**Data for this exercise**

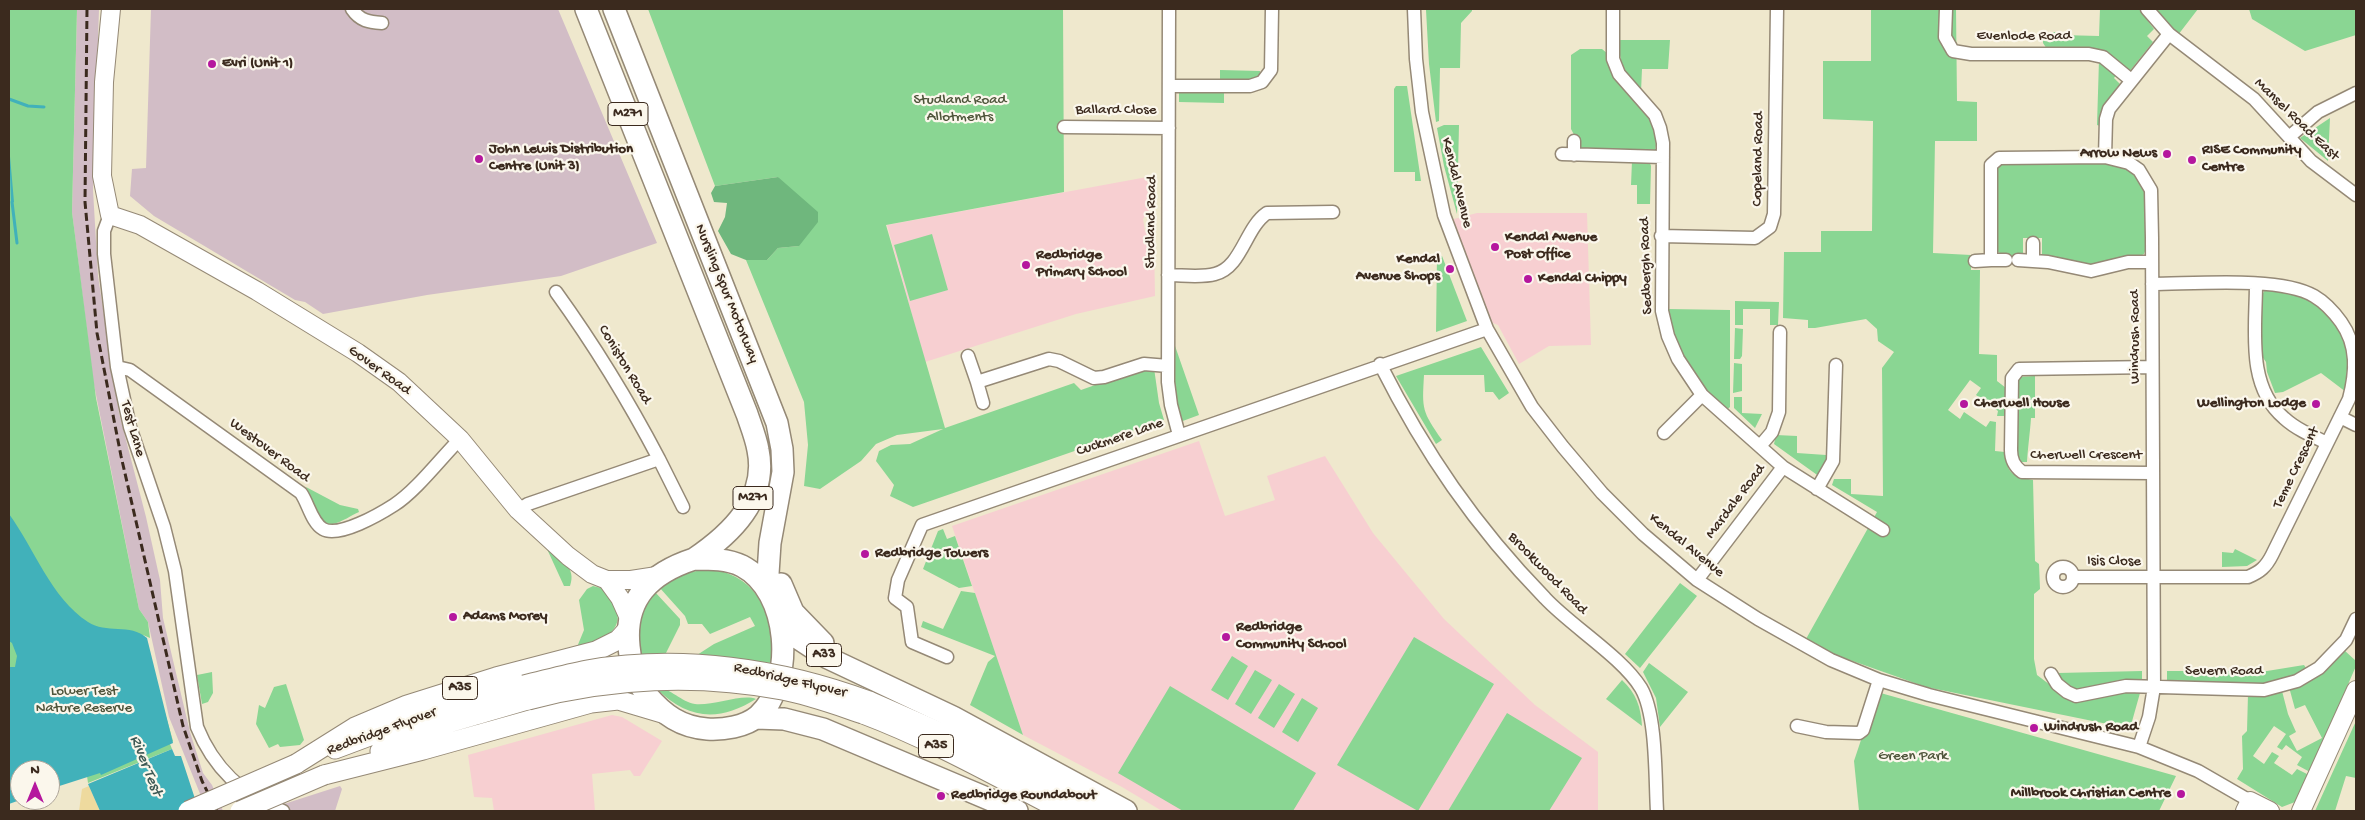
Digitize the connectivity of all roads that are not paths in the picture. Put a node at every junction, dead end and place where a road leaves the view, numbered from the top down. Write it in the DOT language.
graph roads {
  1 [pos="111,9"];
  2 [pos="352,9"];
  3 [pos="586,9"];
  4 [pos="614,9"];
  5 [pos="1169,9"];
  6 [pos="1272,9"];
  7 [pos="1414,9"];
  8 [pos="1613,9"];
  9 [pos="1777,9"];
  10 [pos="1946,9"];
  11 [pos="2147,9"];
  12 [pos="382,22"];
  13 [pos="2169,34"];
  14 [pos="2131,80"];
  15 [pos="1169,86"];
  16 [pos="2356,93"];
  17 [pos="1064,127"];
  18 [pos="1169,128"];
  19 [pos="2289,137"];
  20 [pos="1574,141"];
  21 [pos="1663,157"];
  22 [pos="2105,157"];
  23 [pos="2356,195"];
  24 [pos="1333,212"];
  25 [pos="110,215"];
  26 [pos="1661,236"];
  27 [pos="2033,243"];
  28 [pos="1975,260"];
  29 [pos="1991,260"];
  30 [pos="2033,260"];
  31 [pos="2152,262"];
  32 [pos="1168,275"];
  33 [pos="2152,284"];
  34 [pos="2256,284"];
  35 [pos="556,292"];
  36 [pos="1487,329"];
  37 [pos="1780,332"];
  38 [pos="968,356"];
  39 [pos="1380,364"];
  40 [pos="1836,365"];
  41 [pos="1168,366"];
  42 [pos="117,367"];
  43 [pos="2152,367"];
  44 [pos="977,382"];
  45 [pos="1702,395"];
  46 [pos="983,403"];
  47 [pos="2340,416"];
  48 [pos="2356,425"];
  49 [pos="1664,433"];
  50 [pos="1179,435"];
  51 [pos="460,439"];
  52 [pos="2327,444"];
  53 [pos="1761,446"];
  54 [pos="659,459"];
  55 [pos="1783,467"];
  56 [pos="783,472"];
  57 [pos="2152,473"];
  58 [pos="1817,489"];
  59 [pos="683,508"];
  60 [pos="518,510"];
  61 [pos="1883,530"];
  62 [pos="694,559"];
  63 [pos="657,576"];
  64 [pos="2073,577"];
  65 [pos="2154,578"];
  66 [pos="607,580"];
  67 [pos="1697,580"];
  68 [pos="767,588"];
  69 [pos="2356,619"];
  70 [pos="628,623"];
  71 [pos="781,627"];
  72 [pos="947,657"];
  73 [pos="2051,674"];
  74 [pos="870,677"];
  75 [pos="1879,680"];
  76 [pos="2154,687"];
  77 [pos="2356,690"];
  78 [pos="526,692"];
  79 [pos="866,708"];
  80 [pos="665,714"];
  81 [pos="756,718"];
  82 [pos="1797,726"];
  83 [pos="2138,747"];
  84 [pos="296,764"];
  85 [pos="324,775"];
  86 [pos="2248,806"];
  87 [pos="281,810"];
  88 [pos="188,811"];
  89 [pos="240,811"];
  90 [pos="1014,811"];
  91 [pos="1063,811"];
  92 [pos="1094,811"];
  93 [pos="1126,811"];
  94 [pos="1657,811"];
  95 [pos="2270,811"];
  96 [pos="2301,811"];
  1 -- 25 [label="street, Test Lane"];
  2 -- 12 [label="street"];
  3 -- 62 [label="highway, Nursling Spur Motorway / M271"];
  4 -- 56 [label="highway, Nursling Spur Motorway / M271"];
  5 -- 15 [label="street, Studland Road"];
  6 -- 15 [label="street"];
  7 -- 36 [label="street, Kendal Avenue"];
  8 -- 21 [label="street, Sedbergh Road"];
  9 -- 26 [label="street, Copeland Road"];
  10 -- 14 [label="street, Evenlode Road"];
  11 -- 13 [label="street, Mansel Road East"];
  13 -- 14 [label="street"];
  13 -- 19 [label="street, Mansel Road East"];
  14 -- 22 [label="street"];
  15 -- 18 [label="street, Studland Road"];
  16 -- 19 [label="street"];
  17 -- 18 [label="street, Ballard Close"];
  18 -- 32 [label="street, Studland Road"];
  19 -- 23 [label="street, Mansel Road East"];
  20 -- 21 [label="street"];
  21 -- 26 [label="street, Sedbergh Road"];
  22 -- 29 [label="street, Windrush Road"];
  22 -- 31 [label="street, Windrush Road"];
  24 -- 32 [label="street"];
  25 -- 42 [label="street, Test Lane"];
  25 -- 51 [label="street, Gover Road"];
  26 -- 45 [label="street, Sedbergh Road"];
  27 -- 30 [label="street"];
  28 -- 29 [label="street"];
  29 -- 30 [label="street"];
  30 -- 31 [label="street"];
  31 -- 33 [label="street, Windrush Road"];
  32 -- 41 [label="street, Studland Road"];
  33 -- 34 [label="street, Teme Crescent"];
  33 -- 43 [label="street, Windrush Road"];
  34 -- 47 [label="street, Teme Crescent"];
  34 -- 52 [label="street"];
  35 -- 54 [label="street, Coniston Road"];
  36 -- 39 [label="street, Cuckmere Lane"];
  36 -- 67 [label="street, Kendal Avenue"];
  37 -- 53 [label="street"];
  38 -- 44 [label="street"];
  39 -- 50 [label="street, Cuckmere Lane"];
  39 -- 94 [label="street, Brookwood Road"];
  40 -- 58 [label="street"];
  41 -- 44 [label="street"];
  41 -- 50 [label="street, Studland Road"];
  42 -- 51 [label="street, Westover Road"];
  42 -- 87 [label="street, Test Lane"];
  43 -- 57 [label="street, Windrush Road"];
  43 -- 57 [label="street, Cherwell Crescent"];
  44 -- 46 [label="street"];
  45 -- 49 [label="street"];
  45 -- 53 [label="street, Sedbergh Road"];
  47 -- 48 [label="street"];
  47 -- 52 [label="street, Teme Crescent"];
  50 -- 72 [label="street, Cuckmere Lane"];
  51 -- 60 [label="street, Gover Road"];
  52 -- 65 [label="street, Teme Crescent"];
  53 -- 55 [label="street, Sedbergh Road"];
  54 -- 59 [label="street, Coniston Road"];
  54 -- 60 [label="street"];
  55 -- 58 [label="street, Sedbergh Road"];
  55 -- 67 [label="street, Mardale Road"];
  56 -- 68 [label="highway, Nursling Spur Motorway / M271"];
  56 -- 74 [label="highway, M271"];
  57 -- 65 [label="street, Windrush Road"];
  58 -- 61 [label="street, Sedbergh Road"];
  60 -- 66 [label="street, Gover Road"];
  62 -- 63 [label="highway"];
  62 -- 68 [label="highway"];
  63 -- 66 [label="street, Gover Road"];
  63 -- 70 [label="highway"];
  64 -- 65 [label="street, Isis Close"];
  65 -- 76 [label="street, Windrush Road"];
  66 -- 70 [label="street, Gover Road"];
  67 -- 75 [label="street, Kendal Avenue"];
  68 -- 71 [label="highway"];
  69 -- 76 [label="street, Severn Road"];
  70 -- 80 [label="highway"];
  70 -- 84 [label="main road, A35"];
  71 -- 74 [label="highway, A33"];
  71 -- 81 [label="highway"];
  73 -- 76 [label="street, Severn Road"];
  74 -- 93 [label="highway, A33"];
  75 -- 82 [label="street"];
  75 -- 83 [label="street, Kendal Avenue"];
  76 -- 83 [label="street, Windrush Road"];
  77 -- 96 [label="street"];
  78 -- 79 [label="main road, Redbridge Flyover / A35, bridge"];
  78 -- 84 [label="main road, Redbridge Flyover / A35"];
  78 -- 85 [label="main road, Redbridge Flyover / A35"];
  79 -- 91 [label="main road, Redbridge Flyover / A35"];
  79 -- 92 [label="main road, Redbridge Flyover / A35"];
  80 -- 81 [label="highway"];
  80 -- 85 [label="main road, A35"];
  81 -- 90 [label="highway"];
  83 -- 86 [label="street, Kendal Avenue"];
  84 -- 88 [label="main road, A35, bridge"];
  85 -- 89 [label="main road, A35, bridge"];
  86 -- 95 [label="street"];
}
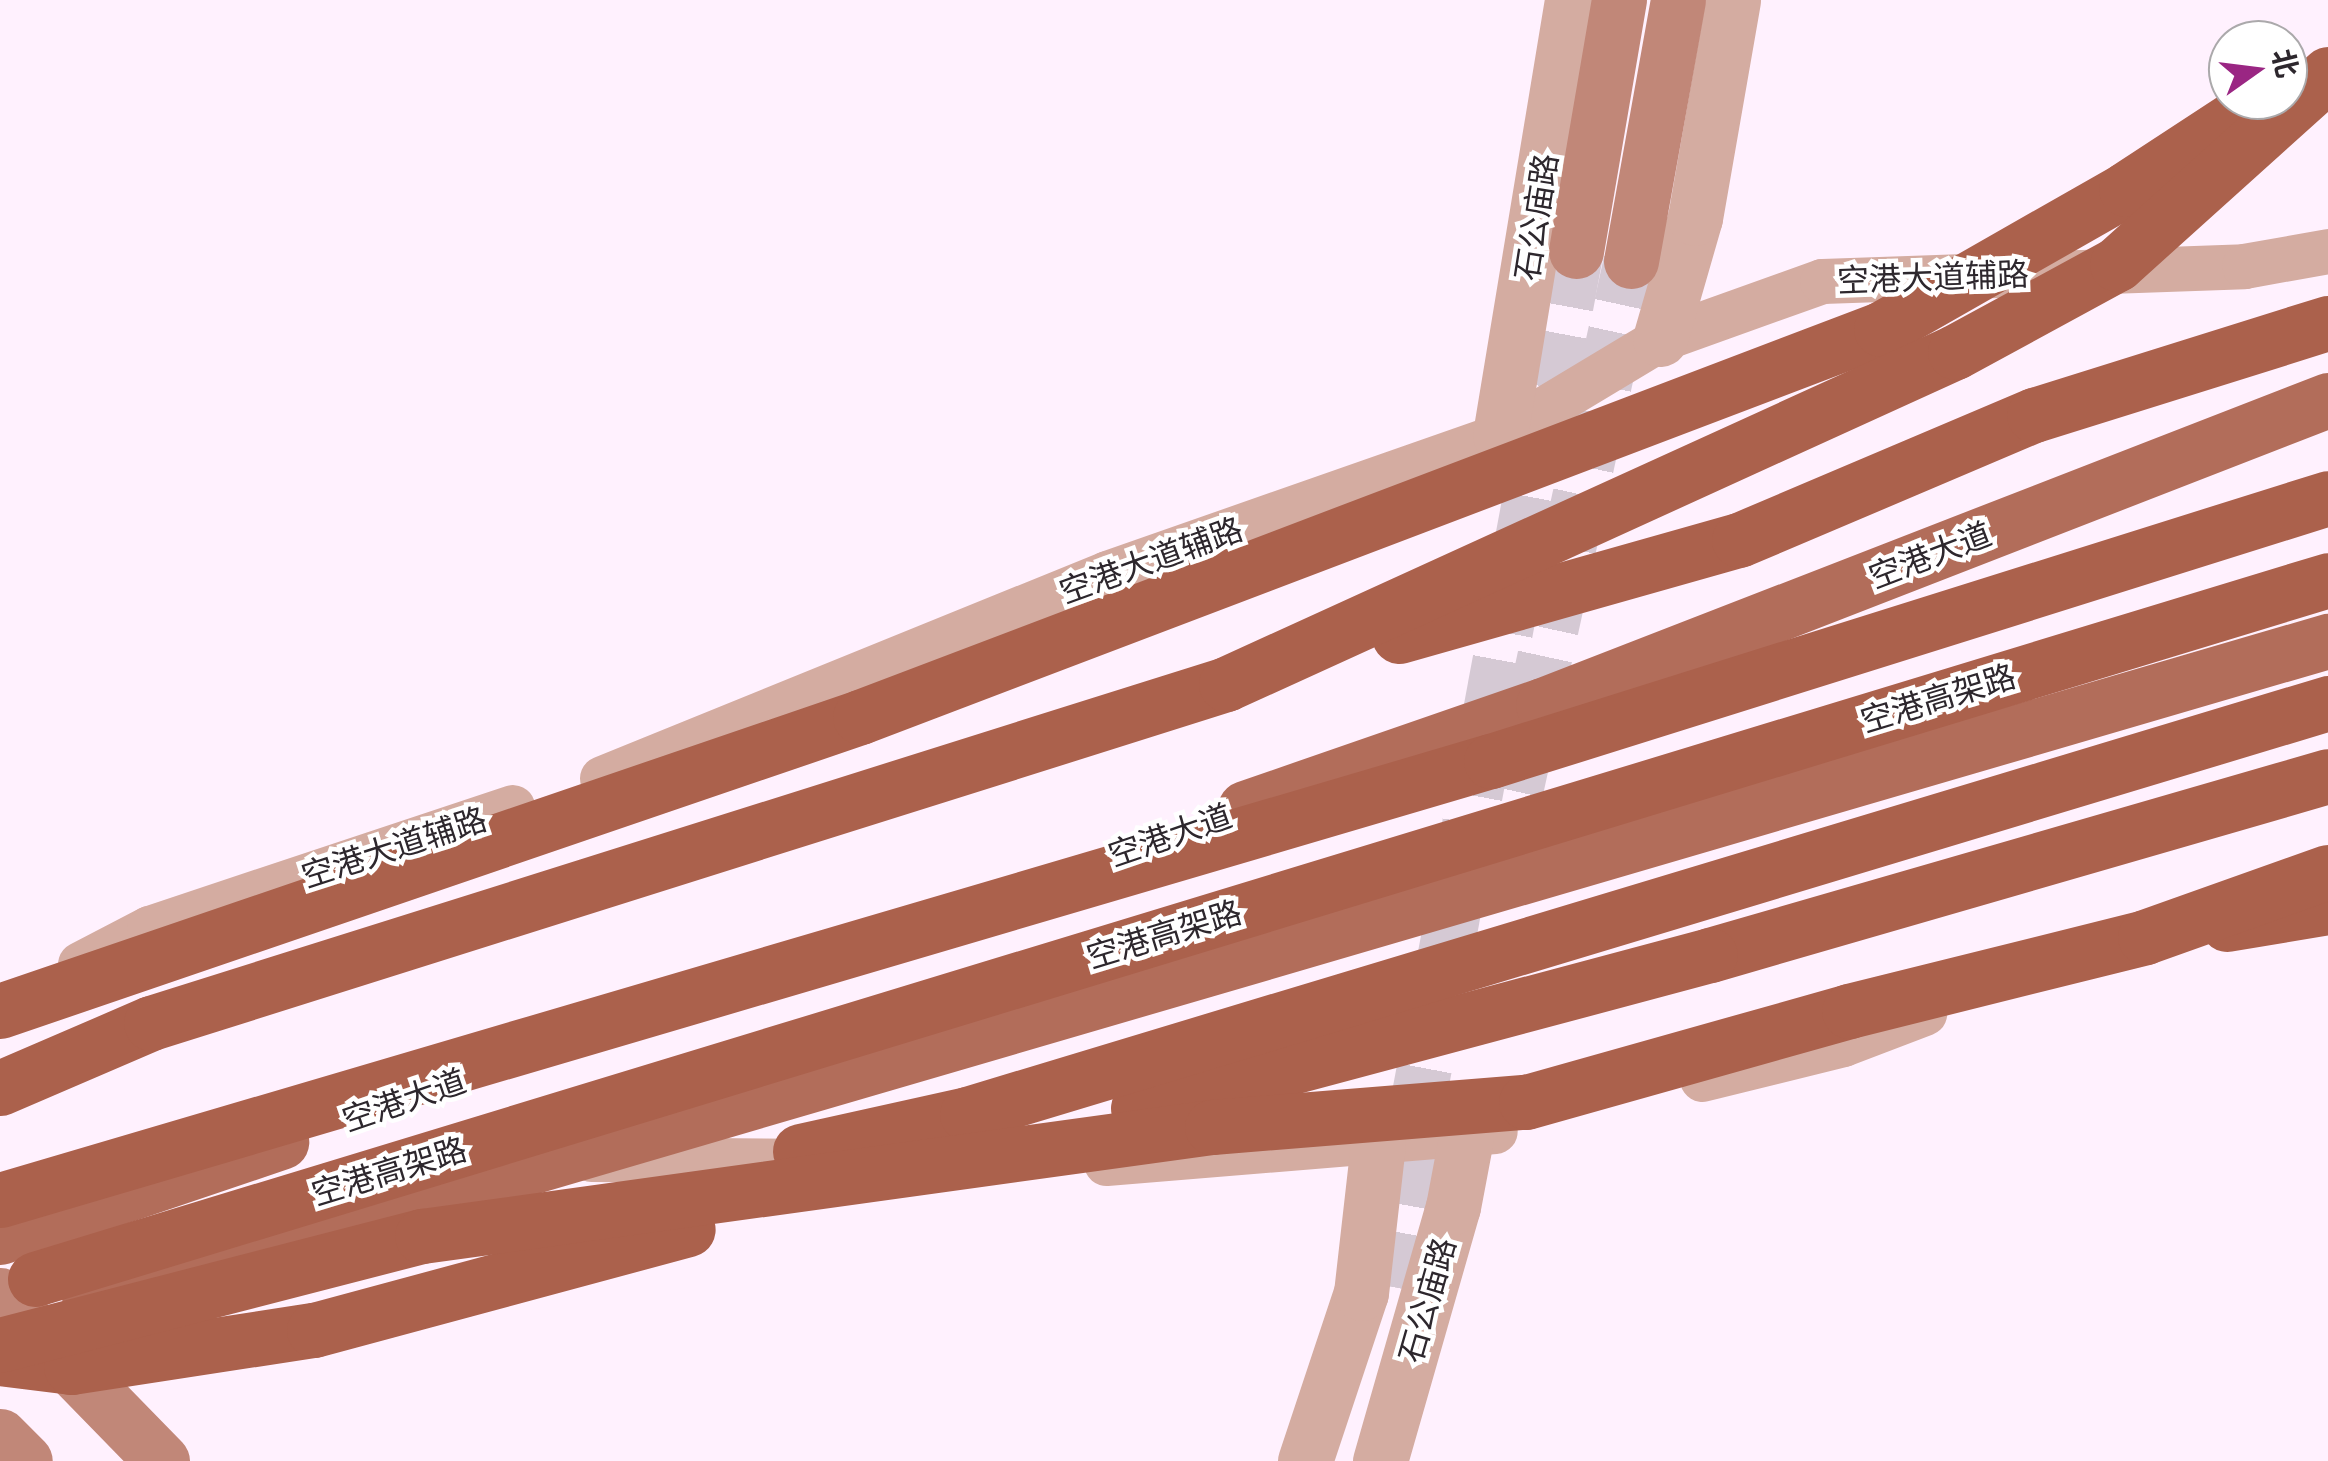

**The task**
Filter the records above, keeping each line that contains the word "roads".

**Task result**
Digitize the connectivity of all roads that are not paths in the picture. Put a node at every junction, dead end and place where a road leaves the view, numbered from the top down. Write it in the DOT language.
graph roads {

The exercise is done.